Finally got back to a bit of reading this weekend and I started with something tiny–micro, in fact–but huge in literary excellence.
Dorothee Lang is an editor, publisher, artist, and writer. She wears all her many hats when she travels and turns the experiences of her journeys into something like this. Transition is “a micro collection of stories + poems” as Dorothee describes it. I might tend to call it a collection of poetry. From the opening piece, Silver, we have:
And she kept dreaming of huge cities filled with streets filled with houses filled with colors and shadows.
The language between poetry and story is what bridges the gap of genre. What would differentiate them is the intricate placement and relative sparsity of words that Lang uses in her poems. headed is a poem that moves quickly, lines and directions pointing us through it, as stanzas themselves are arranged in carefully thought-out visual form.
The Sun She, The Moon He fairly sings to the reader. It is a vision of the world as seen through a small space of a window, but as with all of Dorothee’s work, there’s so much more beneath the surface.
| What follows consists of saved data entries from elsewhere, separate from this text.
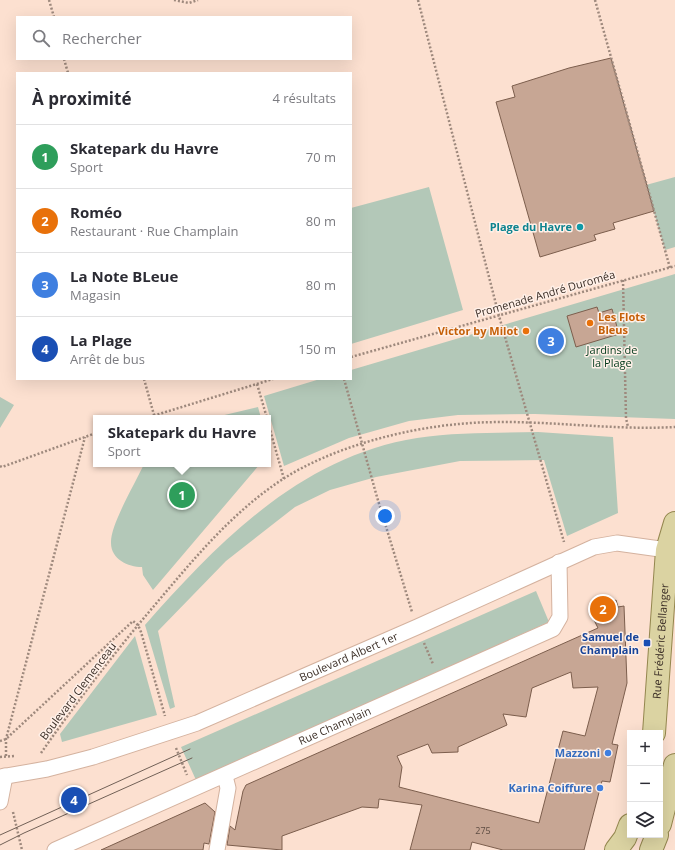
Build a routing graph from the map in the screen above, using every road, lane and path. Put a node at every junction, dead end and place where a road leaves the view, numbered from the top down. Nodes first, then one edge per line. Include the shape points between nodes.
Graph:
1 (49, 0) edge
2 (174, 0) edge
3 (198, 0) edge
4 (418, 0) edge
5 (595, 0) edge
6 (54, 16) edge
7 (64, 60) edge
8 (68, 72) edge
9 (675, 266) edge
10 (670, 268) junction
11 (623, 280) junction
12 (499, 316) junction
13 (352, 356) edge
14 (144, 380) edge
15 (270, 380) edge
16 (344, 380) edge
17 (257, 384) junction
18 (154, 415) joint
19 (266, 415) edge
20 (530, 422) junction
21 (628, 427) junction
22 (675, 427) edge
23 (93, 434) edge
24 (271, 434) edge
25 (85, 437) junction
26 (363, 444) junction
27 (0, 466) edge
28 (284, 479) junction
29 (675, 523) edge
30 (666, 550) junction
31 (564, 560) junction
32 (138, 625) junction
33 (417, 627) junction
34 (440, 679) junction
35 (654, 730) edge
36 (170, 733) junction
37 (6, 739) junction
38 (0, 741) edge
39 (34, 754) dead end
40 (20, 755) dead end
41 (6, 756) junction
42 (0, 757) edge
43 (675, 765) edge
44 (3, 776) edge
45 (225, 776) junction
46 (193, 790) junction
47 (1, 796) edge
48 (663, 812) edge
49 (627, 833) edge
50 (656, 838) edge
51 (55, 850) edge
52 (217, 850) edge
53 (616, 850) edge
54 (651, 850) edge

1 - 6 path
2 - 3 path via 189,3
4 - 12 path
5 - 10 path
7 - 8 path
9 - 10 path, Promenade André Duroméa
10 - 11 path, Promenade André Duroméa
11 - 12 path, Promenade André Duroméa
11 - 21 path
12 - 13 path, Promenade André Duroméa
12 - 20 path
14 - 18 path
15 - 17 path
16 - 26 path
17 - 18 path
17 - 19 path
20 - 21 path
20 - 26 path via 421,428
20 - 31 path
21 - 22 path
23 - 25 path
24 - 28 path
25 - 27 path
25 - 37 path
26 - 28 path via 308,465
26 - 33 path
28 - 32 path via 241,511 187,567
29 - 30 main road
30 - 31 street, Boulevard Albert 1er via 617,543 594,547
30 - 35 main road, Rue Frédéric Bellanger
31 - 33 street, Boulevard Albert 1er
31 - 34 street, Rue Champlain via 560,617 553,629
32 - 36 path
32 - 37 path via 133,621
32 - 39 path, Boulevard Clemenceau via 40,754
33 - 34 path
33 - 36 street, Boulevard Albert 1er
34 - 45 street, Rue Champlain
36 - 44 street, Boulevard Albert 1er via 93,757
36 - 46 path
37 - 38 path
37 - 41 path
40 - 41 path
41 - 42 path
41 - 44 path
43 - 48 main road
44 - 47 street
45 - 46 street, Rue Champlain
45 - 52 street via 228,788
46 - 51 street, Rue Champlain
49 - 53 main road
50 - 54 main road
The longest piece is the final one, a short story called Exchange Rates that hints of magical realism, of traveling in foreign places, of the differences in culture while man’s nature remains the same within us all.
There are more works included in this fantastic little collection. Oddly enough, while I sat reading it in the comfort of my own living room, I could see it as a great little book to take on a short trip. The pieces are just long enough, just short enough, to invite reading in short and thoughtful bits of time. The images last beyond the reading, when one would look up and think on the words as new things pass by in the windows. It’s a book about travel. It’s a book about being home.
Dorothee’s book can be obtained at her Blue Print Press site, where other fine publications are available, including her longer work, In Transit (which I’ll be reading and reviewing very soon), and work by Nora Nadjarian, and Michael K. White.
Transition is fine writing about moments caught in time. It is a lovely little journey between here and there.